In a Catalan derby that was not tough, he drew 17 yellow cards, two of which led to red ones for Jordi Alba and Vini Souza, and most were for protesting when the game had already gotten out of hand in the final stretch. The list of admonished only finds comparison in his career with his previous match, the Netherlands-Argentina in the World Cup quarterfinals. He showed 18 yellow cards, a record in a World Cup event, and earned Messi's reproach: “You can't put a referee like that for such an important game. He is not up to it ”.
Lahoz completely broke the average number of cards in Qatar, which was just over three per game. His refereeing quartet did not make it past the semifinal cut and went home, as also happened in the last Eurocup after the controversial Portugal-France match in the group stage. Curiously, it has been in his last two games where he has shown the most cards in his more than 400 games since his debut in the First Division in September 2008 in a Sevilla-Sporting game.

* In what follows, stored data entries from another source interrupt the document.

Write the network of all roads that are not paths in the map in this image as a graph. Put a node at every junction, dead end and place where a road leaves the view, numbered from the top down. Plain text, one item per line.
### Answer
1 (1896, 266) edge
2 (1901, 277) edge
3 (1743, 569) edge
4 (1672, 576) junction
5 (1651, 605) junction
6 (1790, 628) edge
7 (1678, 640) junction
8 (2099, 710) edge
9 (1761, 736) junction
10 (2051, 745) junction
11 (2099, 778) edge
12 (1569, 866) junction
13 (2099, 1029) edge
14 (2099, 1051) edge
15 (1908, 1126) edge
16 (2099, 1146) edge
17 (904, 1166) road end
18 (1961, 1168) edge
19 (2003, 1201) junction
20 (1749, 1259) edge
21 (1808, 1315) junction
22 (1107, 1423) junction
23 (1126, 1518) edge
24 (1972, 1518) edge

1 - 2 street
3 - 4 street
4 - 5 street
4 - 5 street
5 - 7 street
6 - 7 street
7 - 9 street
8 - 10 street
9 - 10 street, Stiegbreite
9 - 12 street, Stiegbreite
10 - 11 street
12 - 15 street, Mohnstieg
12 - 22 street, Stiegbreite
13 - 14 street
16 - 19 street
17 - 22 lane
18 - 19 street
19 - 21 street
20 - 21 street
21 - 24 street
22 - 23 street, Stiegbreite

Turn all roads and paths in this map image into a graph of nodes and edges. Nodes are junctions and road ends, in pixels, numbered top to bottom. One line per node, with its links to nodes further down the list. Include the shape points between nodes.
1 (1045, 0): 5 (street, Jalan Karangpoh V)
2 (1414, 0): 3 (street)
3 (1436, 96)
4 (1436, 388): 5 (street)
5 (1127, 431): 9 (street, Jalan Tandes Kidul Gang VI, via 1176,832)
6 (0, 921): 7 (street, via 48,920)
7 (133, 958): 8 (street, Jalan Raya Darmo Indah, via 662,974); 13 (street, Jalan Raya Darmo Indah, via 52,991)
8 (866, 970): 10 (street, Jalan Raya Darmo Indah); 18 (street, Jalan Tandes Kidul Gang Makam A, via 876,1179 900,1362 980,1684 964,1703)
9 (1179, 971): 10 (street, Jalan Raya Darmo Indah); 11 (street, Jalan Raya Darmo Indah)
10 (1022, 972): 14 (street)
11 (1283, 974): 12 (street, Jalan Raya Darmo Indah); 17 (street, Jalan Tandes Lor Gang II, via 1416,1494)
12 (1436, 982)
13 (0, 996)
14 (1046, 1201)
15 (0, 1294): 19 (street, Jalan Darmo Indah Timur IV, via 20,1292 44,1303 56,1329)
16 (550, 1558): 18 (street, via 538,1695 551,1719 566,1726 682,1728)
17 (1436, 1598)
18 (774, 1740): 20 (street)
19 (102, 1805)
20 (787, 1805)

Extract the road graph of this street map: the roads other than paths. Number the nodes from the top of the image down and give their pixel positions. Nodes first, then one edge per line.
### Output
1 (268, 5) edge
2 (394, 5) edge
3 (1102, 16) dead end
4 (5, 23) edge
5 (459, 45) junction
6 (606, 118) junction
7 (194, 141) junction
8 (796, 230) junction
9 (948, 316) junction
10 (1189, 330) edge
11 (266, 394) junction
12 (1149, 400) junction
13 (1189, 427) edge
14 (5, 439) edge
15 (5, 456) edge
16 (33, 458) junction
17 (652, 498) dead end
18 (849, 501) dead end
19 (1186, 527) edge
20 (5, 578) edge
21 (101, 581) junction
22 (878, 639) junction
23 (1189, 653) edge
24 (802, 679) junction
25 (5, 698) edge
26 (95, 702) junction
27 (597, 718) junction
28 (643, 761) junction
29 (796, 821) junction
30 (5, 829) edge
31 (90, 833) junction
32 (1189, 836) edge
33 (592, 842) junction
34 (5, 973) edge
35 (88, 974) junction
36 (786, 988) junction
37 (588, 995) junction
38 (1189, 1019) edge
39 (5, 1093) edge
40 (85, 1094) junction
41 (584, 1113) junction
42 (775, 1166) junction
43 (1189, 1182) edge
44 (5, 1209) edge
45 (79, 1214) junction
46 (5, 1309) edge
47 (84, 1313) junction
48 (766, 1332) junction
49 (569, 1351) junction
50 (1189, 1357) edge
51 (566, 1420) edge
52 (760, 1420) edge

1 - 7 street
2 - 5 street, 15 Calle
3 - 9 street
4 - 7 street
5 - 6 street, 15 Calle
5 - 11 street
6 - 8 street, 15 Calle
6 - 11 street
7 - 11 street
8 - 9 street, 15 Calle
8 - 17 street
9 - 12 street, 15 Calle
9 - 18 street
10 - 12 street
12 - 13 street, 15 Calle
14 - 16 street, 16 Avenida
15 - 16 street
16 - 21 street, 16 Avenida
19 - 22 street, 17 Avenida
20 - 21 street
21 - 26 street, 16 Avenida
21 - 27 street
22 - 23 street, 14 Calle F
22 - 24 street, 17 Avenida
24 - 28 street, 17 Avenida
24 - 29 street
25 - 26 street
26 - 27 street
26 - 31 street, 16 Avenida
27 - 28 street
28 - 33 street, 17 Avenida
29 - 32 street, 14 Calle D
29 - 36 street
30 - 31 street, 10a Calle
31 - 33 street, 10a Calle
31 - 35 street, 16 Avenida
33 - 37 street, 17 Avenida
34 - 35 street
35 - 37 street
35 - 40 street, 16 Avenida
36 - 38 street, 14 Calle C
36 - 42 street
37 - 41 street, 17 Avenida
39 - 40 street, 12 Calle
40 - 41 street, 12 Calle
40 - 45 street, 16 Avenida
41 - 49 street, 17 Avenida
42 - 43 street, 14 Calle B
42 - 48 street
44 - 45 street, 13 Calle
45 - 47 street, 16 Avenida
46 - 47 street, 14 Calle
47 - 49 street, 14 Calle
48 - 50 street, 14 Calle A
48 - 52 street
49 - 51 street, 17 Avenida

"He has gotten out of control," said the Blaugrana coach, Xavi Hernández, after the draw against the parakeets, who in the 26th minute, in an unusual and out of place gesture in the middle of the game, saw how the braid approached him to hug him and tell him she was glad to see him. The man from Egar, laudatory before and after the derby with Algimia de Alfara, also suffered as a player from his peculiar refereeing.
“It unsettles you. He doesn't whistle very clear fouls”, denounced Xavi in 2012, when the Valencian was the favorite of Mourinho, then Real Madrid coach, who described him as “the best”. At that time, Mateu was classified as a referee who let people play, in the English style, which rewarded teams that made aggressiveness to the limit of the regulations their hallmark, as was the case with the whites. Quite the opposite of a dominant Barça thanks to possession. Nothing to do with his performances of yesteryear with Mateu's recent ones, cut with cards and talks.
"If I can't talk, then don't ask me about personal issues," Canales, from Betis, told him, before seeing two yellow cards in seconds that earned him the first red card of his career last October. "He is not aware", "he is innate", defend his assistants the verbiage of the Valencian, always accompanied by a smile that he uses as a "weapon" to stop the players.
Despite some decisive failures, such as Messi's disallowed goal on the last day of the 2013-14 season that gave Atlético the League, the prestige of the 45-year-old collegiate veteran increased until he led the 2021 Champions League final. His latest appearances, however, have been accompanied by show, the worst word for a referee. “I will be wrong again. I will never convince everyone, but that is the magic of football”, said Mateu recently, who has been “fatal” thinking about the end of a career full of blurs in its last chapters.